Pittsburgh's Defense Continues To Dominate In Win Over Cincy
Joey Porter Jr slammed the door shut on Cincinnati with this interception in front of Ja'Marr Chase, putting a disappointing end to a frustrating outing for the Cincy offense.

ScoringSummary
| Team | Q | Time | Play | Pittsburgh | Cincinnati |
 | 1st | 4:13 | Ryan Williams, 1 Yd Pass From Leonard Lawry | 7 | 0 |
 | 2nd | 0:06 | Carnell Tate, 21 Yd Pass From Joe Burrow | 7 | 7 |
 | 3rd | 5:11 | Ryan Williams, 7 Yd Pass From Leonard Lawry | 14 | 7 |
 | 3rd | 0:20 | Jude McAtamney, 24 Yd FG | 14 | 10 |
 | 4th | 7:45 | Brandon Aubrey, 50 Yd FG | 17 | 10 |
 | 4th | 2:40 | Brandon Aubrey, 54 Yd FG | 20 | 10 |
Cincinnai, OH. - Leonard Lawry got his touchdown pass.
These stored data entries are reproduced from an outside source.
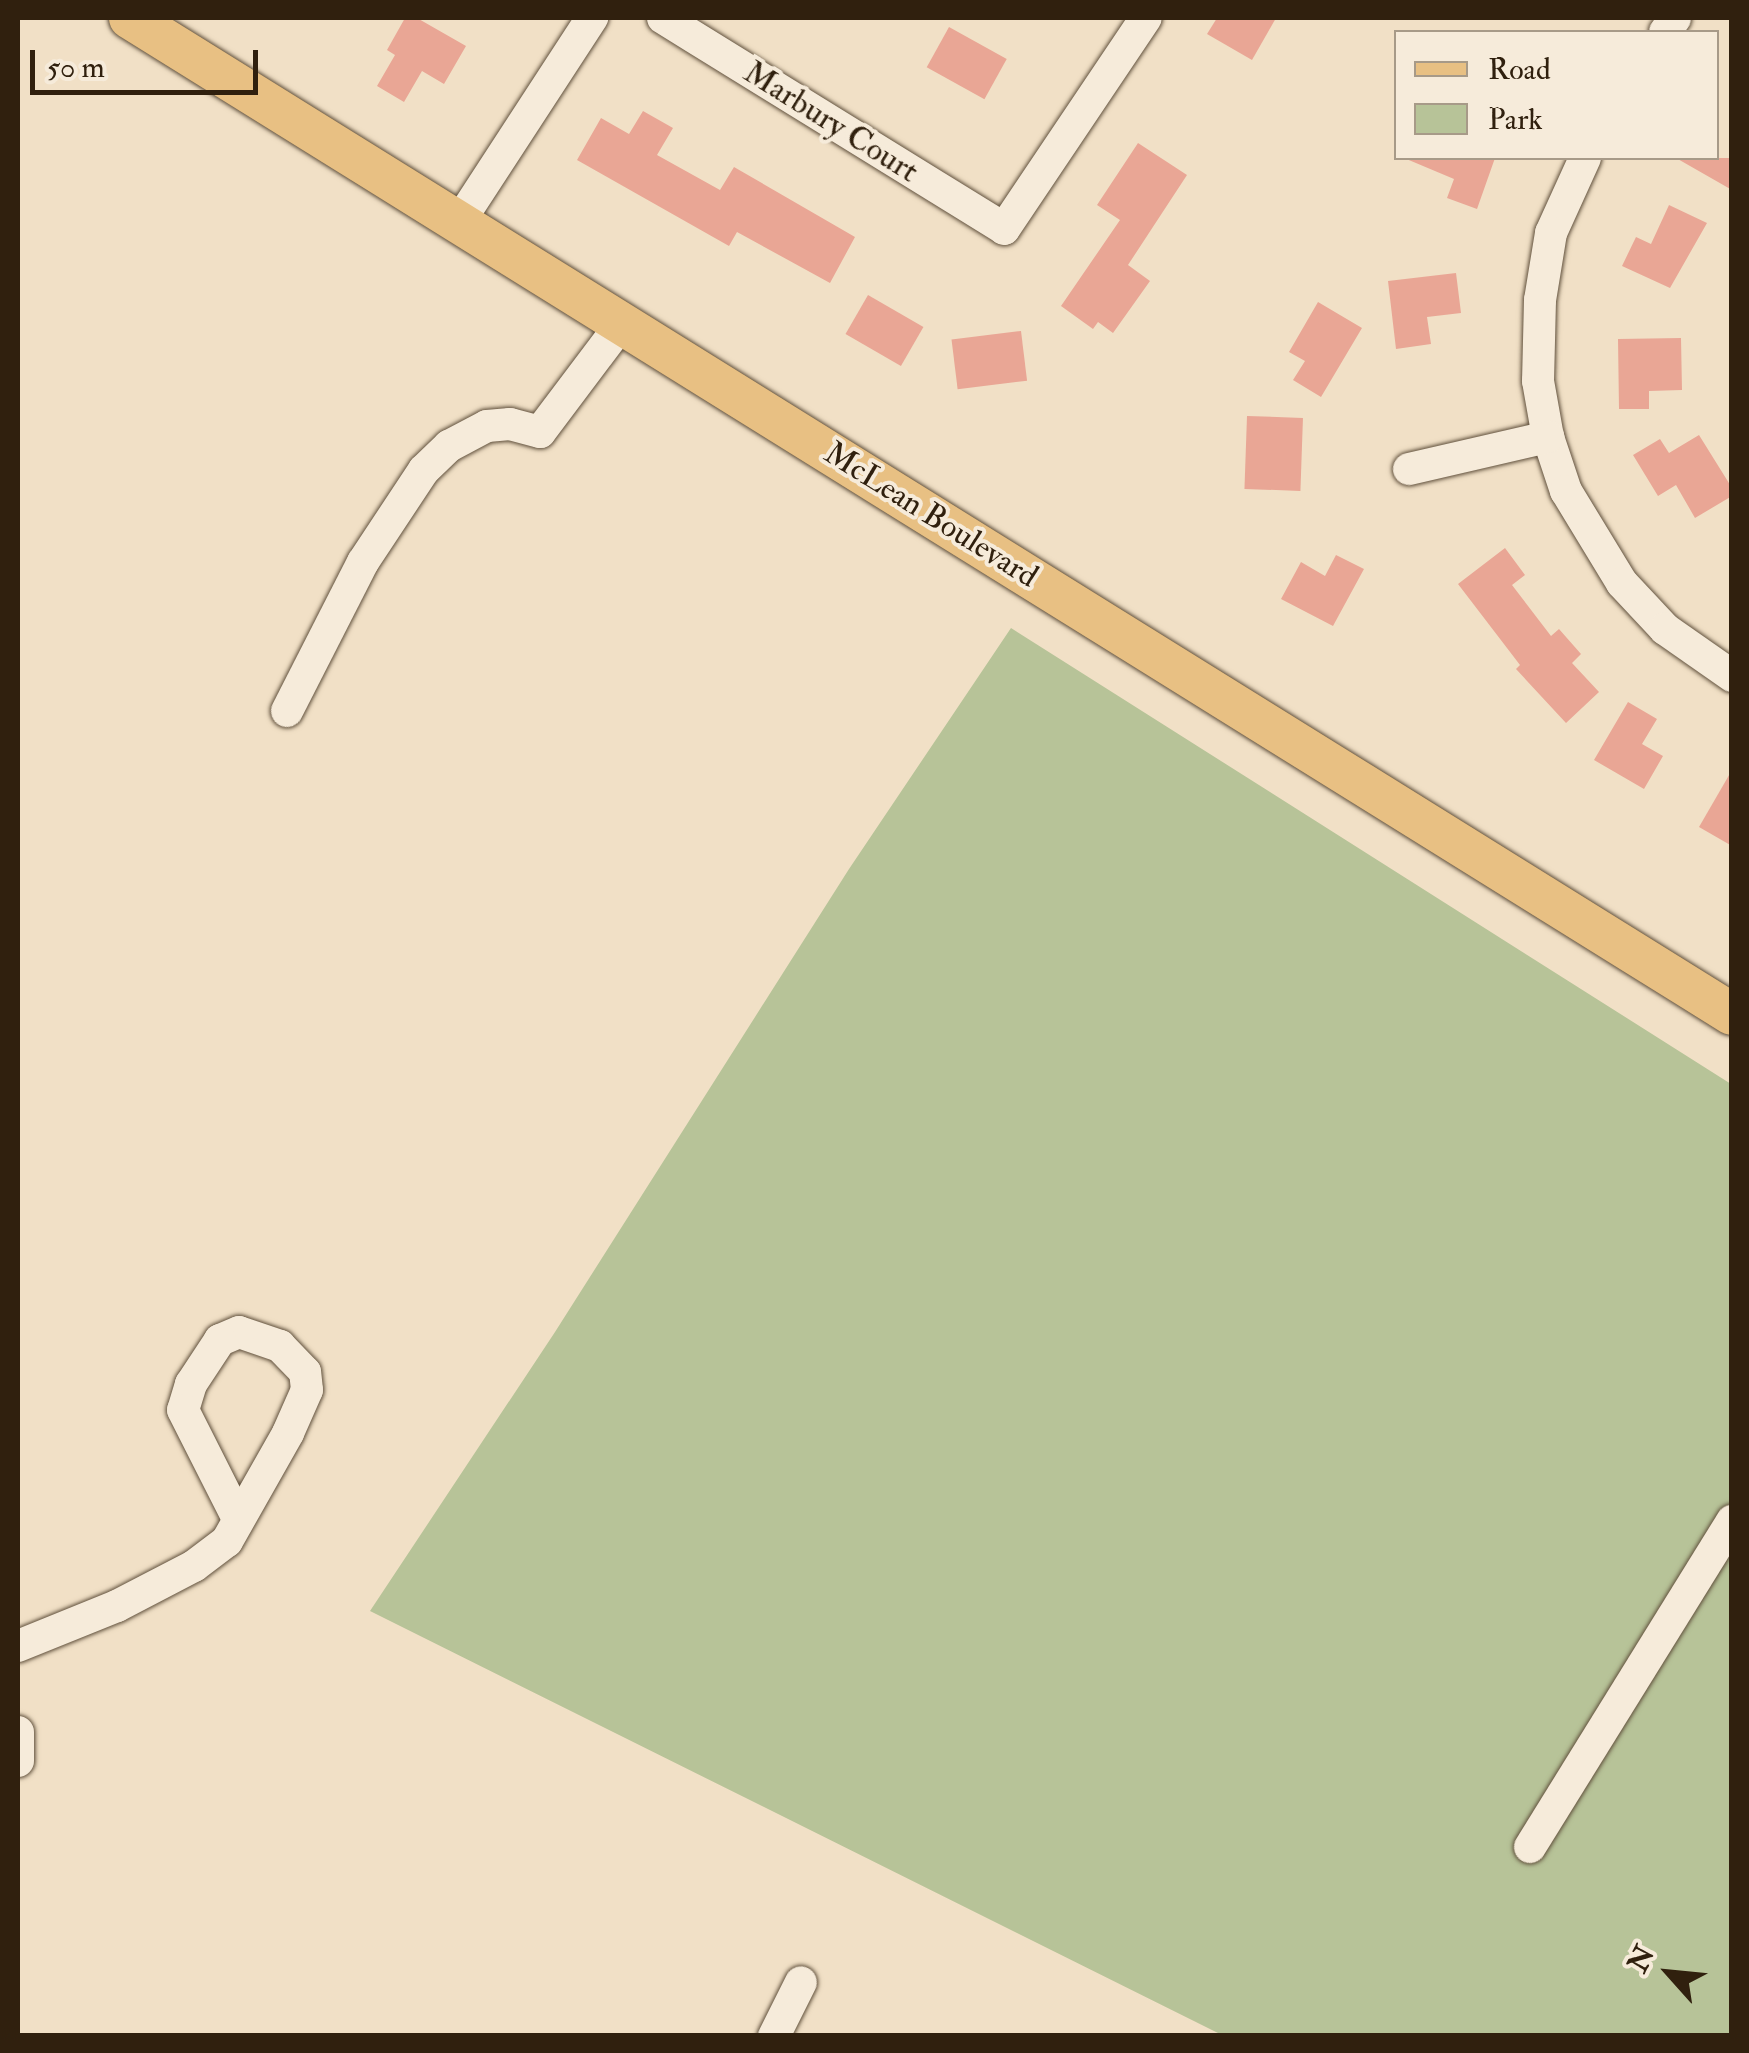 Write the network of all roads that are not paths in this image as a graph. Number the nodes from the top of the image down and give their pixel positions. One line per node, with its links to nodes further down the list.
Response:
1 (130, 18): 6 (main road, McLean Boulevard)
2 (592, 18): 6 (street)
3 (663, 18): 4 (street, Marbury Court)
4 (1146, 18)
5 (1583, 160): 8 (street)
6 (459, 222): 7 (main road, McLean Boulevard)
7 (622, 323): 11 (street); 12 (main road, McLean Boulevard)
8 (1548, 437): 9 (street); 10 (street)
9 (1410, 469)
10 (1732, 676)
11 (287, 711)
12 (1732, 1014)
13 (238, 1519): 13 (street); 15 (street)
14 (1732, 1520): 18 (street)
15 (18, 1646)
16 (18, 1732): 17 (street)
17 (18, 1761)
18 (1530, 1847)
19 (801, 1982): 20 (street)
20 (774, 2036)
The Pittsburgh Steelers got another road victory. And Joey Porter Jr. got into it with Ja'Marr Chase for good measure.
Welcome to the AFC North.
Pittsburgh traveled to Paycor Stadium and thoroughly dismantled one of the conference's most dangerous offenses Sunday afternoon, holding Joe Burrow, Ja'Marr Chase, and the Cincinnati Bengals to a combined 156 total yards in a 20-10 victory that moves the Steelers to 2-0 and announces their arrival as a legitimate contender in the early weeks of the 2030 season.
The defining moment came on Pittsburgh's opening drive, when Lawry handed off a one-yard touch pass to Ryan Williams for his first career NFL touchdown—a modest delivery for a milestone moment that the former Louisville product greeted with characteristic humor in the postgame.
"Not the way I pictured it," Lawry said with a grin, "but hey, you take the Ws when they come."
Cincinnati tied the game at seven before halftime and appeared poised to make a second-half push, but the Steelers' defense had other ideas. A Lawry interception early in the third quarter—his only significant mistake of the afternoon—gave Cincinnati prime field position, but Jude McAtamney's 24-yard field goal was all the Bengals could manufacture from the gift, and it proved to be their final points of the day. Lawry had already thrown his second touchdown pass of the game earlier in the third quarter and orchestrated a pair of additional field goal drives to push the margin to ten—a lead that felt considerably more comfortable than the score suggested given how thoroughly Pittsburgh had controlled both lines of scrimmage.
Cincinnati had one final window to make things interesting before Porter Jr. slammed it shut. With the Bengals driving and Burrow looking deep for Chase, Porter Jr. soared into the passing lane and came down with the interception, returning it up the field before Chase—unhappy with both the play and the postgame narrative it was generating—tackled the cornerback and ignited a brief but spirited exchange between the two.
Porter Jr. was unbothered when asked about it afterward.
"Just two scrappers going at it," he said. "We both play with a chip on our shoulder to prove we belong, and that comes out in the moment. Nothing to see here."
Pittsburgh returns home at 2-0 next week to host the Cleveland Browns, with a quarterback who has his first NFL touchdown passes in the books—and is clearly hungry for more.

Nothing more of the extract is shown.